Читаем Amor legendi, или Чудо русской литературы полностью

Этой умиротворяющей интерпретации, однако, противостоит элегически-пессимистическое истолкование. Вполне возможно также, что местоимение «Ego» принадлежит не умершему прорицателю утешительного блага, но скелету с косой – самой воплощенной смерти, которая возвещает, что даже и в благословенной Аркадии властвует неотвратимый закон мойры Атропос, которая по произволу судьбы обрезает нить каждой жизни и определяет момент смерти. В любой идиллии присутствует необходимое memento mori (ср. у Шопенгауэра: «Смерть косит неустанно»[463]), и нет никакого гарантированного «верха блаженства». Любая идиллия иллюзорна – это локус обмана и маскарада; и театр «Аркадия», в котором сидит Червяков, тоже не может гарантировать ему аркадской идиллии ни в конкретном театральном пространстве, ни в духовном мире («на верху блаженства»). Повсюду суета и locus horribilis (пространство ужаса). В рассказе Чехова справляет свой триумф не человеческое «Я», склонное обольщаться иллюзиями, но «Я» смерти, лишающее всяких иллюзий[464], и Червяков – это не вальяжный путешественник, совершающий свой «Grand Tour», но мелкая и гротескная жертва Ананке и собственного ананкастического психоза. Многие русские писатели (начиная с Гоголя, потом Гончаров, Достоевский, Тургенев и далее вплоть до Бунина) касались темы этой «таинственной Аркадии», так что Чехов здесь – вполне в русле национальной традиции, но это предмет, достойный специального исследования[465].

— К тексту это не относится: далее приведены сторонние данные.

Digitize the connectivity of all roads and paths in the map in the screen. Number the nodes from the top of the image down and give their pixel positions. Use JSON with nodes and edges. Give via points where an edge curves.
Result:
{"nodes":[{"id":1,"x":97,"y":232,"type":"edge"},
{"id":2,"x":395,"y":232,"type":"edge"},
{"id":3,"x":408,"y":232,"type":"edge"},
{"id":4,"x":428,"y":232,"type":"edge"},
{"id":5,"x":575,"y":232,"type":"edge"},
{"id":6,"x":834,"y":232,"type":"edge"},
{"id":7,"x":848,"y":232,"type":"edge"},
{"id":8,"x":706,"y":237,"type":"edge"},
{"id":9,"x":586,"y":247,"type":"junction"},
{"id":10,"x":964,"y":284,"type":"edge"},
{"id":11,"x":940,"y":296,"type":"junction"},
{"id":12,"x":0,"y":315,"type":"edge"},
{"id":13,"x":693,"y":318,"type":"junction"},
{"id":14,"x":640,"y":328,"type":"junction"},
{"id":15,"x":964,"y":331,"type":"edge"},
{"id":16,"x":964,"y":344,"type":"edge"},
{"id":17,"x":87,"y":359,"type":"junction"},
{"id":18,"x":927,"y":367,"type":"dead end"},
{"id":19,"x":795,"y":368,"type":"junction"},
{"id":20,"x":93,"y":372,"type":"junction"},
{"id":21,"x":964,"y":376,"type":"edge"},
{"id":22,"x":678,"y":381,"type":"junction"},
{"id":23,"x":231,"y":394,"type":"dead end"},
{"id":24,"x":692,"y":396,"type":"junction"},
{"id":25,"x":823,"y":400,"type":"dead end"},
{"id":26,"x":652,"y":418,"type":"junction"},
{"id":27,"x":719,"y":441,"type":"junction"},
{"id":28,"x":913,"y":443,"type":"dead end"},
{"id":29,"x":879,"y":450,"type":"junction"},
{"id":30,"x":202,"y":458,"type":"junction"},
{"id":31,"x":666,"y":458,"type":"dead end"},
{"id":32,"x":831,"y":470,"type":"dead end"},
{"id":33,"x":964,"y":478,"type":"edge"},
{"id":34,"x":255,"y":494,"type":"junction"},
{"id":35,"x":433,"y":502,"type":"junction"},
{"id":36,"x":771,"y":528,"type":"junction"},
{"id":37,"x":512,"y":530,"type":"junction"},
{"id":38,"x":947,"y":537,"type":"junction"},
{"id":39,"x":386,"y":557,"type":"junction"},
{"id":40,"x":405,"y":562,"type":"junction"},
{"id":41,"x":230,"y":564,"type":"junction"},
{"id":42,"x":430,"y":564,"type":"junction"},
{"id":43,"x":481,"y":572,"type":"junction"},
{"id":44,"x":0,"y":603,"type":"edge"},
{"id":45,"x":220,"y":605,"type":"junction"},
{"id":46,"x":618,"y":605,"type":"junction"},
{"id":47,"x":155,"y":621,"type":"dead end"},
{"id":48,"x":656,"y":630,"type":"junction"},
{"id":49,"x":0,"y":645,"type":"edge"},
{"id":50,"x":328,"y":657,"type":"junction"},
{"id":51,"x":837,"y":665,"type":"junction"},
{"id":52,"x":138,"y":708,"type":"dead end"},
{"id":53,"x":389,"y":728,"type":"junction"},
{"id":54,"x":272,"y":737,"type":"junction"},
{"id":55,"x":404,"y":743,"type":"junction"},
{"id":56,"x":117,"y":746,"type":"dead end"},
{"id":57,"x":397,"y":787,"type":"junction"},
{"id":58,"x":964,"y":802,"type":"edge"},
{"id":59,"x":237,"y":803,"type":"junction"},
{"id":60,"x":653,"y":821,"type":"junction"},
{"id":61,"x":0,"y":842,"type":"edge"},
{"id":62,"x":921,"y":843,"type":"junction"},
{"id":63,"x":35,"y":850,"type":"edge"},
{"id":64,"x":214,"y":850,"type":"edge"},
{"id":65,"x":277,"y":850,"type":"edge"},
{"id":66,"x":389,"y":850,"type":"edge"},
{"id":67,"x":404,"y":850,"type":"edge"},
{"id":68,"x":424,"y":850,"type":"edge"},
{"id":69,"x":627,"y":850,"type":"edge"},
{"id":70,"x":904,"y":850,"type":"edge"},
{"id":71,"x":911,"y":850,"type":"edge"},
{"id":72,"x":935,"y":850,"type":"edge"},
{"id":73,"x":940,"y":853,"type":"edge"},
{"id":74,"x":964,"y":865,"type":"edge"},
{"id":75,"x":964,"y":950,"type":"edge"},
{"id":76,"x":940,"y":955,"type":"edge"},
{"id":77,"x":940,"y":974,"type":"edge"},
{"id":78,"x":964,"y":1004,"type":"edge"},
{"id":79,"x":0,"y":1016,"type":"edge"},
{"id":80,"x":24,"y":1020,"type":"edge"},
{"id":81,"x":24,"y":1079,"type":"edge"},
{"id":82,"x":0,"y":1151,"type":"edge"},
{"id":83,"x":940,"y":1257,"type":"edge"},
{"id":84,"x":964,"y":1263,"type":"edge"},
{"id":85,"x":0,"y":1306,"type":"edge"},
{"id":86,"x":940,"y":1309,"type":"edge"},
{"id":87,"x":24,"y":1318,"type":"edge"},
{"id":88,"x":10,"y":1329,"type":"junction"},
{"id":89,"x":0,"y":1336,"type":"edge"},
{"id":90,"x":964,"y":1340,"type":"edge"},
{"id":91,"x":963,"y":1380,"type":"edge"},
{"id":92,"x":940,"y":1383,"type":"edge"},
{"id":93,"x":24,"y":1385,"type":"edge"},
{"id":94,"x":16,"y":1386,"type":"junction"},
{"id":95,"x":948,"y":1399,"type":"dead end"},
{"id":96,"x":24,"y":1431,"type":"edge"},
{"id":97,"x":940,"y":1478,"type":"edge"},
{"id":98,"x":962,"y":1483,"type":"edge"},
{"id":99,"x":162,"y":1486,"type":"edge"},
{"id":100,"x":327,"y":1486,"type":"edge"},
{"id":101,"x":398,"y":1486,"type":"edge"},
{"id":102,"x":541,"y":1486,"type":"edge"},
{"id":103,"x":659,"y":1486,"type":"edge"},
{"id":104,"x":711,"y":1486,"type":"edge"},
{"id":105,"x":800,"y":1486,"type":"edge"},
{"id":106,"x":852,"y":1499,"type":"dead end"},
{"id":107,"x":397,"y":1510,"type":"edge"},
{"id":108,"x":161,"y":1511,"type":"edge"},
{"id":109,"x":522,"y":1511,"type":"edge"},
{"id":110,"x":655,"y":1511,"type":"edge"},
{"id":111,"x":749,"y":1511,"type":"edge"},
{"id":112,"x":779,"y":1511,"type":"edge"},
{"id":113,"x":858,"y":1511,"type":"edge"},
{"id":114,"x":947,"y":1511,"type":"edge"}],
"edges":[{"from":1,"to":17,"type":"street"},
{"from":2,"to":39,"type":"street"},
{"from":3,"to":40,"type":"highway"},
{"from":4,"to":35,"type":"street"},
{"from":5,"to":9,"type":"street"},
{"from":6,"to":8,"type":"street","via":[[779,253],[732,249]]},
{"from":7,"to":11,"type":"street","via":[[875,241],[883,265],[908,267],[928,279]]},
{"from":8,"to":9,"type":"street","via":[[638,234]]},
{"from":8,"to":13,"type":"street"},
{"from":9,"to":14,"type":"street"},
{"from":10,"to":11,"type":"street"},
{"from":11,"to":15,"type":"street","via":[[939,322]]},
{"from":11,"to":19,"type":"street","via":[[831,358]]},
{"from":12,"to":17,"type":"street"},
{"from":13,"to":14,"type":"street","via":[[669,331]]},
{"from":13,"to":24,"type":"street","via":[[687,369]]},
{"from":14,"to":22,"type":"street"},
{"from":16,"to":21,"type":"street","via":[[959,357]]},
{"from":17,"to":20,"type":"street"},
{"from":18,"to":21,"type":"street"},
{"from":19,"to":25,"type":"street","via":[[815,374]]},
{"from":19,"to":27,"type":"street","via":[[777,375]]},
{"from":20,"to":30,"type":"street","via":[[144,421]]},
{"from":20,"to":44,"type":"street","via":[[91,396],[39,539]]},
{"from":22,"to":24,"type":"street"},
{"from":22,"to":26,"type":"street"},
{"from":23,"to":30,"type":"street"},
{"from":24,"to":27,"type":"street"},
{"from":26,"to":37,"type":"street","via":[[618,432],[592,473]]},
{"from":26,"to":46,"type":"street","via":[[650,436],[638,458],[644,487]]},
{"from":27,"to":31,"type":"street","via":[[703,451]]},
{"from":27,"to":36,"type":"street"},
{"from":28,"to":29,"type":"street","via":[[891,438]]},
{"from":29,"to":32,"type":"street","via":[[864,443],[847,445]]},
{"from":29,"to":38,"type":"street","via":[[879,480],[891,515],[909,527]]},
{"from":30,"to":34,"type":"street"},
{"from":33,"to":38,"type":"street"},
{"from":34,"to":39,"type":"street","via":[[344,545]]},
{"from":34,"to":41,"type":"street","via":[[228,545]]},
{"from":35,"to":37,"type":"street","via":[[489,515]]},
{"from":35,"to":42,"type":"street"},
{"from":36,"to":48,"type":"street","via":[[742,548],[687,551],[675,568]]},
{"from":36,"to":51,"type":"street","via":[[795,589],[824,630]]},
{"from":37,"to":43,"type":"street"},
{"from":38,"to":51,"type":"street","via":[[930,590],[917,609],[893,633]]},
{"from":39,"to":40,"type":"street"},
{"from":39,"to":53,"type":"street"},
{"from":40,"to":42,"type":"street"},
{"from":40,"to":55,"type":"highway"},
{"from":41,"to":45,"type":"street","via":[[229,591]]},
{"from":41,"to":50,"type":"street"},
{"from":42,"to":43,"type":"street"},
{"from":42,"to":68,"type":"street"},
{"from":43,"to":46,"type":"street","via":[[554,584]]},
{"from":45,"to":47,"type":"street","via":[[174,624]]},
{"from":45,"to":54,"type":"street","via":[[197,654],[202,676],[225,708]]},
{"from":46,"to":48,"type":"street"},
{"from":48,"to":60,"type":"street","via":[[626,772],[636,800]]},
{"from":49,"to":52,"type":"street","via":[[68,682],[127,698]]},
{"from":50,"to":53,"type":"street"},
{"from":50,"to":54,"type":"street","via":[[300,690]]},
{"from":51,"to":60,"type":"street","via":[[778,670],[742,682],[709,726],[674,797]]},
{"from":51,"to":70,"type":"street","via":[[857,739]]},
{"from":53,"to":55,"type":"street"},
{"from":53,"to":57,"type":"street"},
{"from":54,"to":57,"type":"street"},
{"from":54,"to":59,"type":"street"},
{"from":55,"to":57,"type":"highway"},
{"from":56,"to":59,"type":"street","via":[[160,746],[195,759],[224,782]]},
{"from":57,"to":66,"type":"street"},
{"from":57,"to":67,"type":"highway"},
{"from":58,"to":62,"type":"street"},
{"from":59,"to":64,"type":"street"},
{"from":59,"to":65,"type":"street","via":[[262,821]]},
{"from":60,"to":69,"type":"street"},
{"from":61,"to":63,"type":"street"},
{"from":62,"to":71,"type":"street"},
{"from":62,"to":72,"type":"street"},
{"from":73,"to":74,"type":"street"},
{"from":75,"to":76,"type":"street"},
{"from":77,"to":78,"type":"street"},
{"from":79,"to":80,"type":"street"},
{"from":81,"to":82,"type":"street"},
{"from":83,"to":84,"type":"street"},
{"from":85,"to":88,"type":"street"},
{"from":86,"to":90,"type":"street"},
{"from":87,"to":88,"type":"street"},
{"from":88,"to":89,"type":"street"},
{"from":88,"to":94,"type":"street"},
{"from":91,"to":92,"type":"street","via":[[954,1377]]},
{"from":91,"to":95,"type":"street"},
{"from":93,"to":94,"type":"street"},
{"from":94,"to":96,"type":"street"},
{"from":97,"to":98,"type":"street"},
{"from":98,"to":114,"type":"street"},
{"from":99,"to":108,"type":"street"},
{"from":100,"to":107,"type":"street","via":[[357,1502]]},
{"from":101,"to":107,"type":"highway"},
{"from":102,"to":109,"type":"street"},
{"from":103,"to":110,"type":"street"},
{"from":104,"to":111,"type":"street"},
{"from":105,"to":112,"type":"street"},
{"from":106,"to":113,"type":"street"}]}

2. «Припадок» (1889). Маска Дон Кихота

В рассказе «Припадок» Чехов обратился к популярной во второй половине XIX в. теме богемы и борделя. Поэзия, живопись (Дега, Мане) и опера (Пуччини) пробудили определенное пристрастие к такого рода топосам и сюжетам, зачастую интерпретированным на фоне соответствующих текстов эпохи романтизма (ср. повесть Гоголя «Невский проспект»). Знаток женщин и домов терпимости, Чехов выстраивает свою историю следующим образом: студент-медик Майер и ученик московского училища живописи, ваяния и зодчества Рыбников уговаривают студента-юриста Васильева пройтись с ними вместе по заведениям определенного пошиба. Обиходные антропонимы Майер и Рыбников маркируют укорененность в быту, стандарт и чувство реальности; предметы изучения – медицина и искусство – заключают в себе ассоциативный намек на знание людей и эмпирическое мировосприятие с одной стороны, и на легкомыслие, склонность к вымыслам, игре и шутке – с другой. Напротив, антропоним Васильев, этимологически восходящий к греческому слову «басилевс» (царь), связывается с ассоциативными представлениями о царственности и величии, а изучение естественных наук и права («кончил уже на естественном факультете и теперь на юридическом»; С., VII, 220) – это своего рода сигнал рационально-упорядоченного мировоззрения, претендующего на истинность и справедливость.

В отличие от своих друзей, Васильев знает о борделях лишь «понаслышке и из книг» (С., VII, 199), поэтому он ошибочно полагает всех девиц несчастными, обремененными сознанием греха, избегающими дневного света и уповающими на спасение жертвами со «страдальческим лицом и виноватой улыбкой» (С., VII, 202). Майер и Рыбников живут в реальном мире; Васильев витает в идеальном мире абстрактных теорий. Как только он понимает, что девицы ни в коей мере не чувствуют себя падшими женщинами, а бордели – это вполне официальные заведения с ярким освещением и музыкой, где царит непринужденность и в некоторой степени даже бесстыдство, если не сказать тупое равнодушие отношений, с ним случается тяжелый нервный припадок. Но в финале рассказ об анамнезе на приеме у психиатра, очистительные слезы и фармакологические мероприятия выводят его из кризиса относительно беспроблемно. «Припадок» оказывается преходящим явлением, и Васильев освобождается от навязчивой идеи своей призванности уничтожить зло проституции. Но насколько (не)стабильным будет и впредь состояние его души, явствует из того, что он и раньше принимал морфий. Припадки будут повторяться, поскольку у них есть «склонность к повторению»[466].